Further, the list doesn’t seem to follow either the amount of CO2 produced or the Environmental coefficient in a linear fashion, so some non-apparent combination of the two seems to be in operation. Nevertheless the list is as follows:
The worst offender is the 2012 BMW X5 M, an 8-cylinder automatic AWD SUV that bleeds 8,4 metric tons of greenhouse gas into the air every year. It is EPA rated to get 12-mpg city and 17 highway with a enviro-rating of 5.
BMW also takes second with the 2012 BMW X6 M, also 8-cylinder auto AWD, with identical mileage ratings, CO2 output and green score.
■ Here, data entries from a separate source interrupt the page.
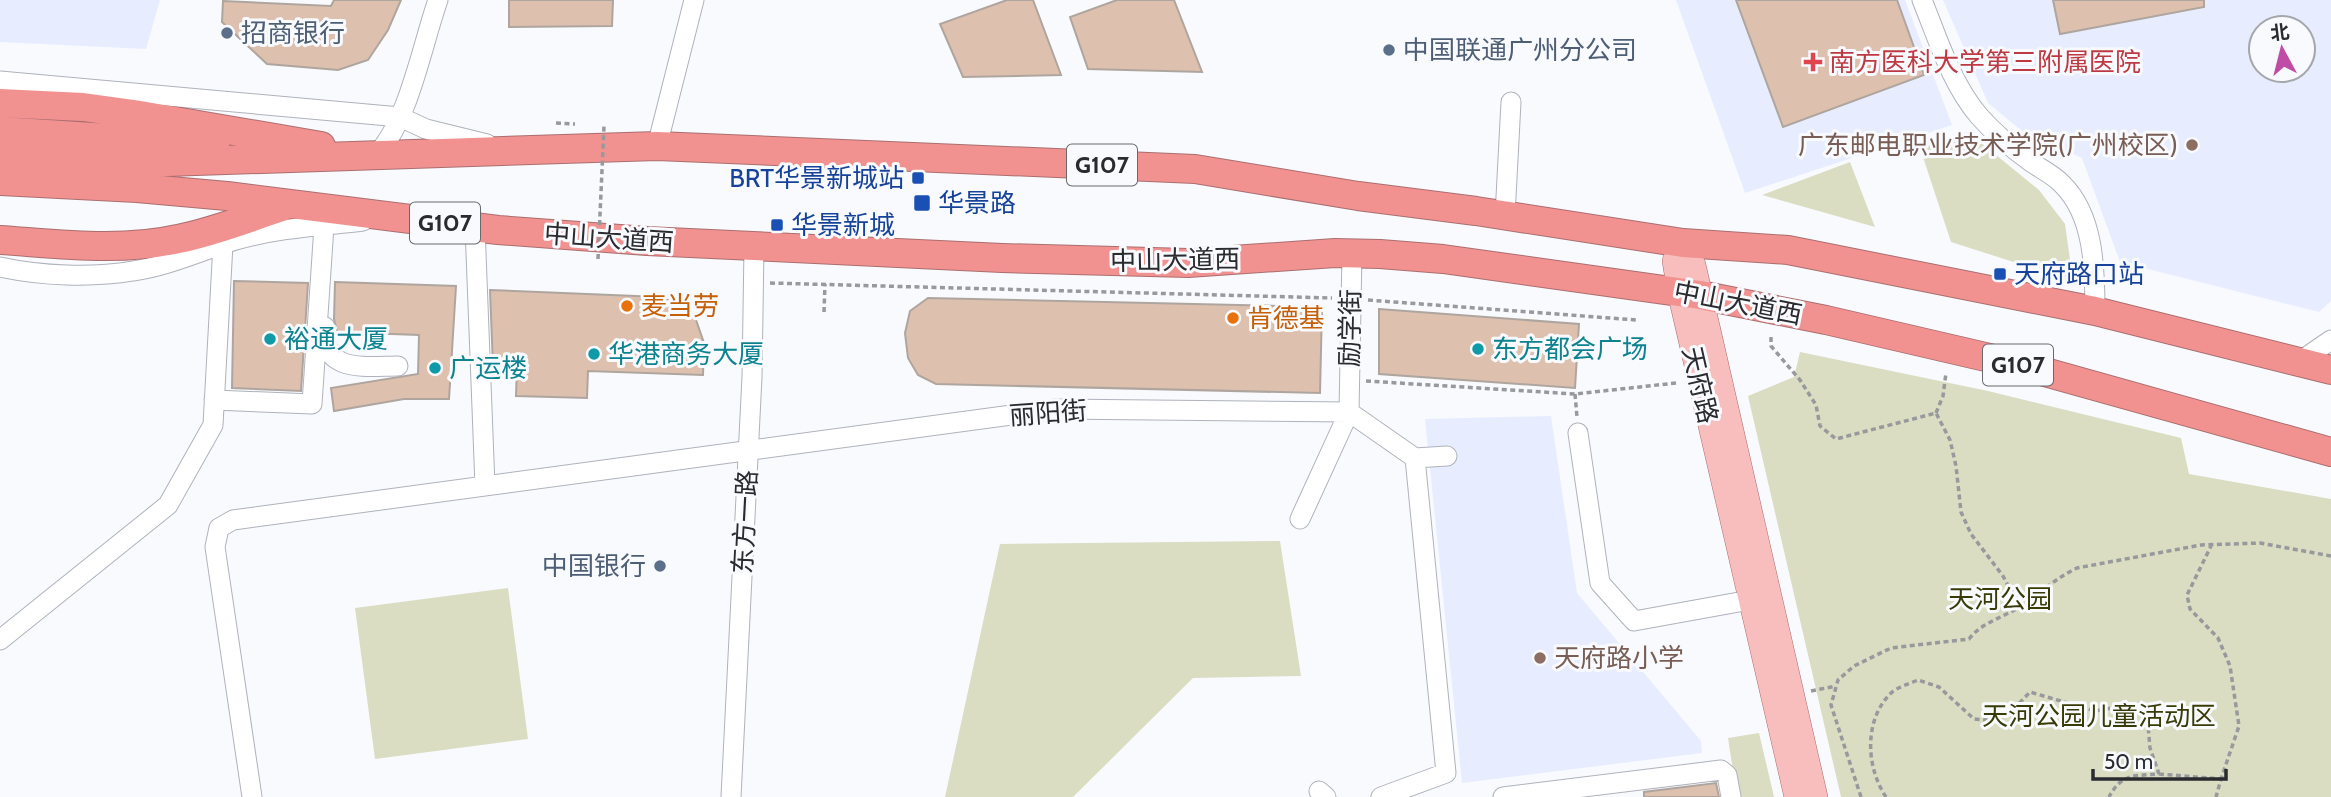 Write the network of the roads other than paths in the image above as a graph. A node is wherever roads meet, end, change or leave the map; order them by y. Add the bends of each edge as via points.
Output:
1 (438, 0) edge
2 (694, 0) edge
3 (1922, 0) edge
4 (0, 81) edge
5 (1511, 102) dead end
6 (0, 103) edge
7 (400, 117) junction
8 (0, 131) edge
9 (657, 146) junction
10 (516, 150) junction
11 (375, 156) junction
12 (0, 158) edge
13 (0, 181) edge
14 (291, 203) junction
15 (1505, 216) junction
16 (401, 217) junction
17 (328, 225) junction
18 (475, 227) junction
19 (0, 240) edge
20 (1683, 243) junction
21 (223, 244) junction
22 (754, 247) junction
23 (1352, 254) junction
24 (0, 267) edge
25 (1689, 293) junction
26 (2095, 311) junction
27 (2331, 340) edge
28 (2299, 362) junction
29 (398, 366) dead end
30 (2331, 370) edge
31 (215, 400) junction
32 (1349, 407) junction
33 (1578, 433) dead end
34 (749, 449) junction
35 (2331, 452) edge
36 (1447, 456) dead end
37 (1415, 458) junction
38 (485, 486) junction
39 (1300, 519) dead end
40 (1750, 600) junction
41 (0, 640) edge
42 (252, 797) edge
43 (731, 797) edge
44 (1381, 797) edge
45 (1503, 797) edge
46 (1731, 797) edge
47 (1796, 797) edge
48 (1816, 797) edge

1 - 7 street
2 - 9 street
3 - 26 street via 1956,84 1978,115 2074,198 2090,240
4 - 7 street
5 - 15 street
6 - 11 highway via 83,107 169,119
7 - 10 street via 426,130
7 - 11 street
8 - 11 highway
9 - 10 highway, 中山大道西 / G107
9 - 15 highway, 中山大道西 / G107 via 1195,169
10 - 11 highway, 中山大道西 / G107
11 - 12 highway, 中山大道西 / G107 via 136,163
13 - 14 highway, 中山大道西 / G107
14 - 16 highway, 中山大道西 / G107
14 - 19 highway via 213,230 146,244
15 - 20 highway, 中山大道西 / G107
16 - 17 street
16 - 18 highway, 中山大道西 / G107
17 - 21 street
17 - 29 street via 324,342 335,360 354,366
17 - 31 street via 312,404
18 - 22 highway, 中山大道西 / G107
18 - 38 street
20 - 25 main road, 天府路 via 1674,261
20 - 26 highway, 中山大道西 / G107 via 1788,250
21 - 24 street via 133,271 62,274
21 - 31 street
22 - 23 highway, 中山大道西 / G107 via 1188,263
22 - 34 street, 东方一路
23 - 25 highway, 中山大道西 / G107 via 1443,259
23 - 32 street, 励学街
25 - 35 highway, 中山大道西 / G107 via 2020,365
25 - 40 main road, 天府路
25 - 48 main road, 天府路
26 - 28 highway, 中山大道西 / G107
27 - 28 street
28 - 30 highway, 中山大道西 / G107
31 - 41 street via 213,425 168,505
32 - 34 street, 丽阳街 via 1056,409
32 - 37 street
32 - 39 street
33 - 40 street via 1600,583 1634,621
34 - 38 street, 丽阳街
34 - 43 street, 东方一路
36 - 37 street
37 - 44 street via 1446,772
38 - 42 street, 丽阳街 via 233,520 219,528 215,547
40 - 47 main road, 天府路
45 - 46 street via 1721,770 1727,775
GM gets third place with the 2012 Cadillac CTS Sport Wagon MT, also 8-cylinder, automatic and AWD, producing 8.33 metric tons of CO2 per annum. It gets 15-mpg combined and a green rating of 5.
Chrysler gets the nod for fourth with the 2012 Challenger SRT8 muscle car. It also is 8-cylinder, automatic but rear wheel drive getting 14-mpg city and 23-mpg highway. It produces somewhat less CO2 at 6.91 metric tons and gets an environmental rating of 5.
Since Forbes thinks the 2012 Maserati Quattroporte fits in with these others, maybe they could take after Oprah and buy one for Torque News. We would be careful to only drive it enough to fill two Washington Monuments with carbon dioxide, making it less polluting than the aforementioned VW Beetle.
In any case the 2012 Quattroporte luxury sedan is listed as number five, and is 8-cylinders, automatic and rear wheel drive like the Challenger. It produces 8,05 tons of greenhouse gas yearly with a mileage of 12-mpg in town and 19-mpg on the road. Still it’s green rating is 5.
In sixth is the 2012 Mercedes Benz C300 4matic with the lowest CO2 output of the group. This 6-cylinder AWD sedan gets 18-mpg city and 25-mpg highway, produces 5.83 metric tons of CO2 and gets a green rating of 3.
Seventh place goes to the 2012 Nissan Titan pickup truck, an 8-cylinder AWD automatic emitting 8,49 metric tons of greenhouse gas annually. It is rated for 12-mpg to 17-mpg on the road and rated 5.
The eighth place took us by surprise with the 2012 Toyota Sienna minivan, which even though it has a 6-cylinder automatic and gets 20-mpg combined still emits 6.11 metric tons a year, getting a green score of 6.
Dodge, Nissan and Toyota share the dubious distinction of manufacturing the only non-luxury vehicles on the Forbes list. We’ll let you know if we figure that one out.